I settled in the stern of the boat, putting all of my strength into my strokes, my focus never wavering from the patch of land
before us. That white stretch of sand could be the difference between us living or dying. We would live.
Caroline worked as hard as me, focused, driven, paddling with all her might. The water was choppy, swells tossing our raft, but we were lucky. We had daylight. And as rough as it was, the waves weren’t anything like they would be in a storm.
My arms burned, hands blistered on the paddle but I kept at it, pushing harder and then harder still until I could see us getting closer. But I could also see us drifting further to the left. And the island wasn’t that long.
“Pull right!” I yelled and Caroline began devoting all her effort to keeping us straight, forcing us to not pass by our best, maybe only chance at survival.
“Almost there!” I called out, before we were almost there. But I knew she needed to hear it. We both did. The pain, exertion and force we needed to push us forward seemed pathetic against the mighty ocean. I could feel our insignificance, lapping all around us. How quick and easy it would be to miss this one chance if we let up.

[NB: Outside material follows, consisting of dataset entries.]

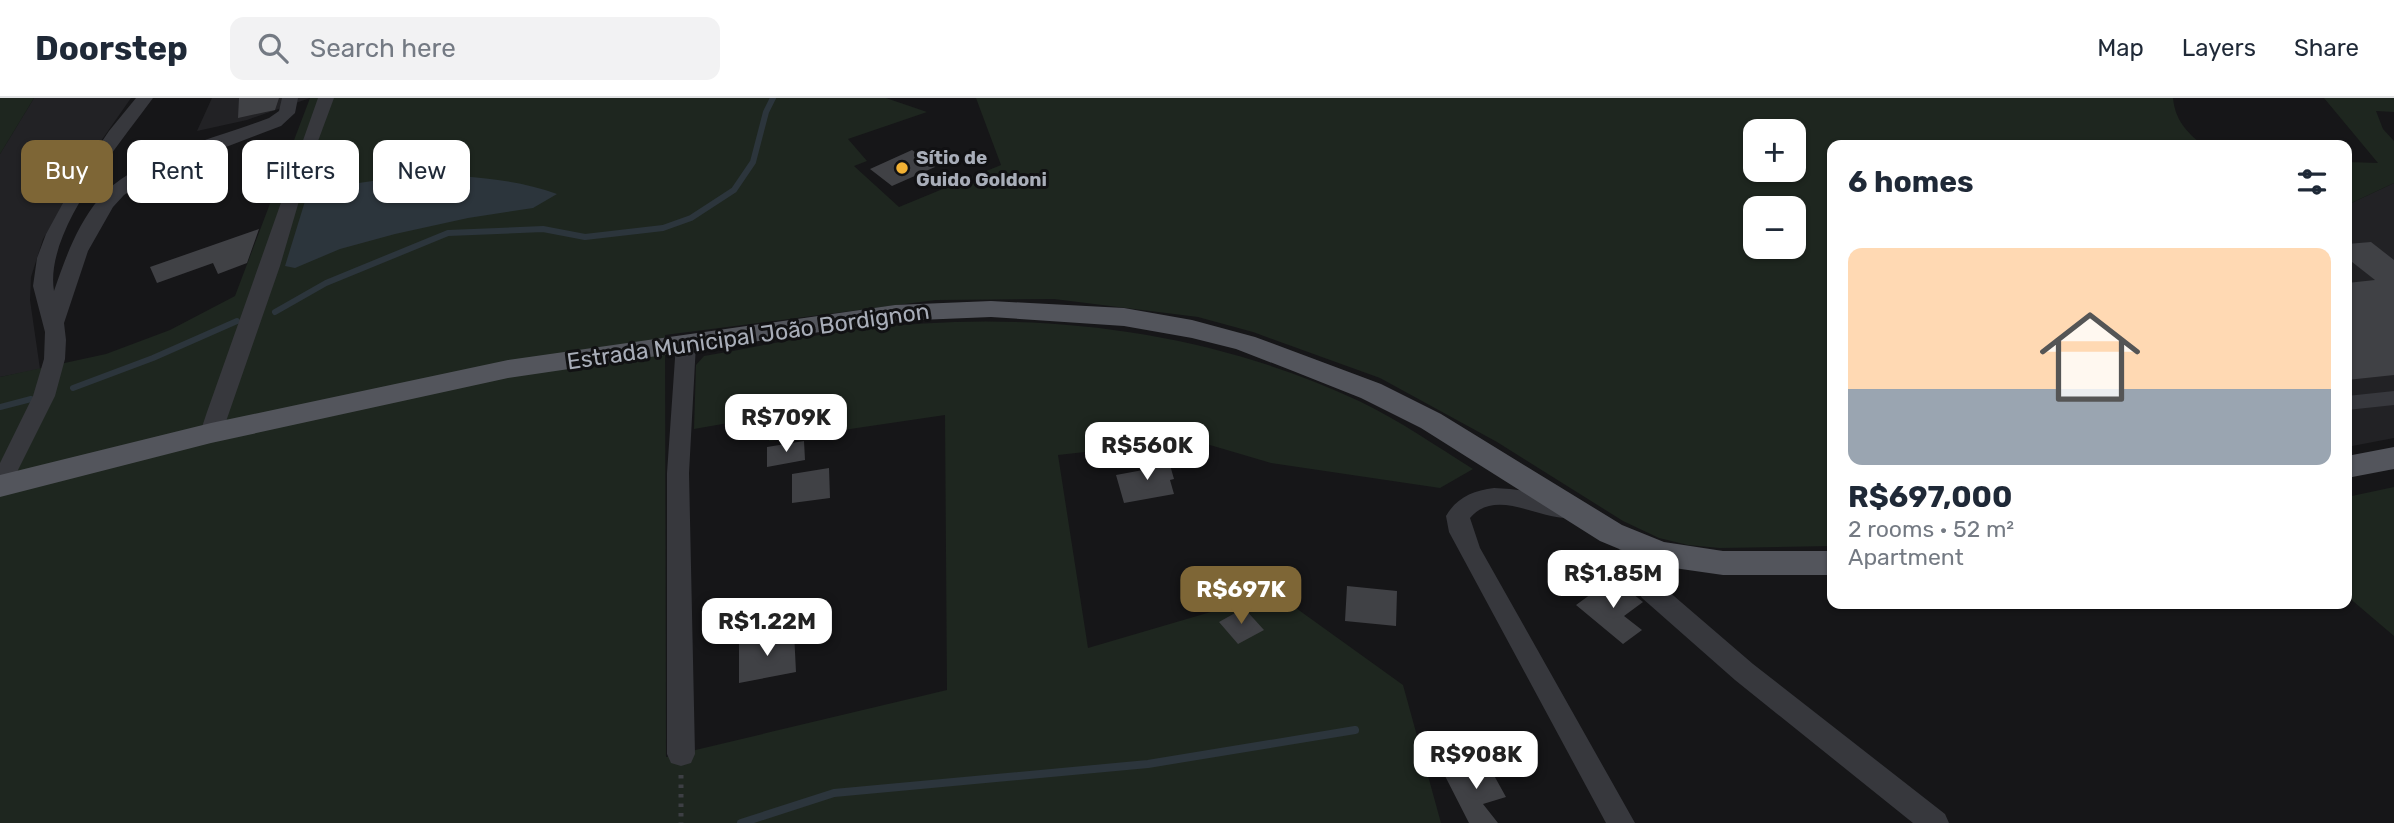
<!DOCTYPE html>
<meta charset="utf-8">
<style>
body{margin:0;font-family:Rubik,sans-serif;background:#f2f2f3;color:#1f2937;height:100vh;display:flex;flex-direction:column;font-size:26px;white-space:nowrap}
*{box-sizing:border-box;margin:0}
p{font-size:23px;color:#747a83}
.icon{flex:none;width:38px;height:38px;fill:none;stroke:currentColor;stroke-width:2;stroke-linecap:round;stroke-linejoin:round}
.map{position:relative;flex:1;overflow:hidden}
.sheet{position:absolute;left:1827px;top:42px;width:525px;height:469px;display:flex;flex-direction:column;background:#fff;border-radius:14px;box-shadow:0 2px 5px #0004}
.sheet>*{flex:none}
.banner{position:absolute;left:21px;top:42px;width:665px;height:63px;display:flex;gap:14px}
.tools{position:absolute;left:1743px;top:21px;display:grid;gap:14px}
.tools a{display:grid;place-items:center;width:63px;height:63px;border-radius:14px;background:#fff;box-shadow:0 2px 5px #0004;font-size:35px}
.price{position:absolute;translate:-50% -60px;padding:0 16px;border-radius:14px;background:#fff;color:#222;font-size:23px;line-height:46px;filter:drop-shadow(0 2px 4px #0008)}
.price::after{content:'';position:absolute;left:50%;top:42px;width:21px;height:16px;margin-left:-10px;background:inherit;clip-path:polygon(0 0,100% 0,50% 100%)}
.price.on{background:#7e6636;color:#fff}
ul{padding:0;list-style:none}
li{display:grid;align-content:center;gap:14px;height:371px;padding:0 21px}
li+li{border-top:2px solid #e0e1e3}
li span{display:grid;place-items:center;height:217px;border-radius:14px;color:#555}
li>.icon{margin-inline-start:auto}
span .icon{width:126px;height:126px;fill:#fffc;stroke-width:1}
li b{font-size:30px}
h2{display:flex;justify-content:space-between;align-items:center;height:84px;padding:0 21px;font-size:30px}
.chip{padding:0 24px;border-radius:14px;background:#fff;box-shadow:0 2px 5px #0004;font-size:24px;line-height:63px}
.chip.on{background:#7e6636;color:#fff}
header{display:flex;align-items:center;gap:42px;box-sizing:border-box;height:98px;padding:0 35px;background:#fff;border-bottom:2px solid #e0e1e3}
header strong{font-size:33px}
nav{display:flex;gap:38px;margin-inline-start:auto;font-size:24px}
.search{width:490px;height:63px;background:#f2f2f3;display:flex;align-items:center;gap:18px;box-sizing:border-box;padding:0 24px;border-radius:14px;color:#747a83;font-size:26px}
.map>svg:first-child{display:block}
.built{fill:#222225}
.green{fill:#1e261f;fill-rule:evenodd}
.water{fill:#2c353c}
.lines{fill:none;stroke-linecap:round;stroke-linejoin:round}
.stream-far1{stroke:#2c353c;stroke-width:6}
.stream{stroke:#2c353c;stroke-width:8}
.building{fill:#404145}
.path{stroke:#3d3f44;stroke-width:5;stroke-dasharray:3.5 6;stroke-linecap:butt}
.minor{fill:#37383d;fill-rule:evenodd}
.major{fill:#53555c;fill-rule:evenodd}
.poi-dot{fill:#f2b134;stroke:#111113;stroke-width:2.5}
.labels{text-anchor:middle;dominant-baseline:central;stroke-width:6;stroke-linejoin:round;paint-order:stroke}
.far-poi-label{font-size:19px;font-weight:bold;fill:#a8adb8;stroke:#111113;text-anchor:start}
.street-label{font-size:23px;fill:#a8adb8;stroke:#111113}
</style>
<header>
<strong>Doorstep</strong>
<div class="search"><svg class="icon" aria-label="search" viewBox="0 0 24 24"><circle cx="10" cy="10" r="6"/><path d="M15 15l6 6"/></svg>Search here</div>
<nav><a>Map</a><a>Layers</a><a>Share</a></nav>
</header>
<div class="map">
<svg width="2394" height="725" viewBox="0 0 2394 725">
<rect width="100%" height="100%" fill="#161618"/>
<path class="built" d="M34 0H131L101 43 43 141 31 179 30 202 40 271 0 279V56Z
M212 0H310L247 22 197 33Z
M2394 85V340L2347 349V107Z"/>
<path class="green" d="M0 0H34L0 56Z
M310 0H886L927 14 848 41 867 63 854 68 899 109 1001 67 976 0H2173C2175 21 2186 34 2203 47H1832V448L1720 450 1688 447 1659 440 1623 423 1497 344 1380 280 1253 234 1198 219 1054 201 936 202 665 237 666 659 947 592 945 317 769 343 768 318 694 331 696 267 704 258C757 249 809 237 861 231 1031 211 1203 230 1359 303 1399 322 1436 348 1473 371L1440 390 1271 365 1193 342 1058 357 1088 550 1275 495 1403 587 1441 725H0V279L106 256 170 232 235 198ZM1755 33H1794V72H1755ZM1755 110H1794V149H1755Z
M2324 0H2394V14L2376 13 2383 31 2394 43V85L2347 107V64L2378 65Z
M2394 389V538L2347 498V399Z"/>
<path class="water" d="M414 77C461 77 513 80 557 96L533 110 468 120 395 136 340 151 295 170 285 168 306 100 331 89Z"/>
<g class="lines">
<path class="stream-far1" d="M275 214 326 185 448 135 543 131 585 139 663 130 691 120 734 92 753 64 766 14 773 0
M73 290 153 260 237 223
M0 309 31 301"/>
<path class="stream" d="M741 725 834 695 1148 666 1355 632"/>
</g>
<path class="building" d="M239 0H279L275 12 238 20Z
M912 52 935 69 892 88 870 71Z
M259 131 247 165 218 176 213 165 157 185 150 169Z
M2371 144 2394 162V277L2347 282V185L2375 182 2347 160V146Z
M804 343 805 362 767 369V349Z
M1168 360 1174 381 1170 382 1174 396 1124 405 1116 377 1143 372 1141 365Z
M829 370 830 400 792 405V376Z
M1613 480 1643 504 1624 518 1642 532 1623 546 1576 507Z
M1347 488 1397 493 1396 528 1345 523Z
M1244 510 1264 532 1238 546 1219 524Z
M794 534 796 574 739 585V545Z
M1486 663 1506 699 1483 706 1498 725H1469L1444 676Z"/>
<g class="lines">
<path class="path" d="M681 677V725"/>
<path class="minor" d="M136 0H153C120 46 44 133 54 193 65 161 77 127 99 101 136 58 217 40 269 20L279 13 282 0H298L295 15 281 28 158 75 124 97 113 109 88 153 64 225 66 242 65 261 55 298 8 392 0 394V365L33 298 44 261 45 234 33 188 37 160 46 136 74 85 109 33Z
M318 0H334L311 62 280 168 222 335 219 341 211 343 203 341 200 335 207 314Z
M686 239 693 241 696 246 689 375 695 656 691 665 681 668 671 665 667 656V375L676 246 679 241Z
M2394 293V307L2347 312V298Z
M1494 390C1523 391 1552 397 1579 406L1583 412 1579 418C1546 429 1499 386 1470 420L1480 450 1635 725H1606L1449 434 1446 418C1457 399 1473 393 1494 390Z
M1630 436 1639 438 1648 469 1660 486 1753 566 1945 716 1949 725H1913L1735 582 1642 500 1624 472 1618 445 1621 438Z"/>
<path class="major" d="M991 203 1124 210 1192 222 1255 239 1381 286 1441 316 1622 427 1664 444 1723 453H1832V477H1723L1660 468 1600 443 1421 330 1361 300 1293 273 1236 251 1192 240 1124 228 991 219 895 223 508 280 211 345 0 399V377L211 325 508 262 895 207Z
M2394 349V371L2347 380V358Z"/>
</g>
<circle class="poi-dot" cx="902" cy="70" r="7"/>
<g class="labels">
<g class="far-poi-label">
<text x="916" y="59">Sítio de<tspan x="916" dy="22">Guido Goldoni</tspan></text>
</g>
<g class="street-label">
<text transform="translate(748 238) rotate(-8)">Estrada Municipal João Bordignon</text>
</g>
</g>
</svg>
<div class="tools">
<a>+</a>
<a>−</a>
</div>
<b class="price" style="left:786px;top:356px">R$709K</b>
<b class="price" style="left:1147px;top:384px">R$560K</b>
<b class="price" style="left:1613px;top:512px">R$1.85M</b>
<b class="price on" style="left:1241px;top:528px">R$697K</b>
<b class="price" style="left:767px;top:560px">R$1.22M</b>
<b class="price" style="left:1476px;top:693px">R$908K</b>
<div class="banner">
<a class="chip on">Buy</a>
<a class="chip">Rent</a>
<a class="chip">Filters</a>
<a class="chip">New</a>
</div>
<section class="sheet">
<h2>6 homes<svg class="icon" aria-label="filters" viewBox="0 0 24 24"><path d="M4 7h16M4 17h16"/><circle cx="9" cy="7" r="2"/><circle cx="15" cy="17" r="2"/></svg></h2>
<ul>
<li><span style="background:linear-gradient(#ffd9b3 65%,#9aa5b1 0)"><svg class="icon" aria-label="home" viewBox="0 0 24 24"><path d="M3 11l9-7 9 7M6 9v11h12V9"/></svg></span><div><b>R$697,000</b><p>2 rooms · 52 m²</p><p>Apartment</p></div></li>
</ul>
</section>
</div>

But we didn’t let up. Caroline pulled with every ounce of force she had and I pushed and propelled us forward and somehow, someway we made it into the calmer waters around the shoreline. Finally close enough, I jumped out and my feet hit the sandy bottom. Land. I strained and pulled the raft the rest of the way in, fighting the current with all my strength, saying a prayer of gratitude we’d hit a sandy inlet. A rocky one could have torn us and our life raft to pieces.
Gasping, spluttering water, I fell to the shore and it was Caroline who leapt out and pulled our raft up to safer, high land. Then she fell by my side, arms around me, panting and crying.
“We’re OK,” I used the last of my strength to drape an arm across her back. “We’re OK.” I managed again before I faded to black.
§
“Come on, Colt!” I heard Caroline’s voice pleading with me, but it sounded as if she were talking from very far away, through a thick layer of cotton. “Colt!” She sounded so sad and I didn’t want her to feel that way, not ever, but somehow my limbs felt impossibly heavy and I could barely move my lips.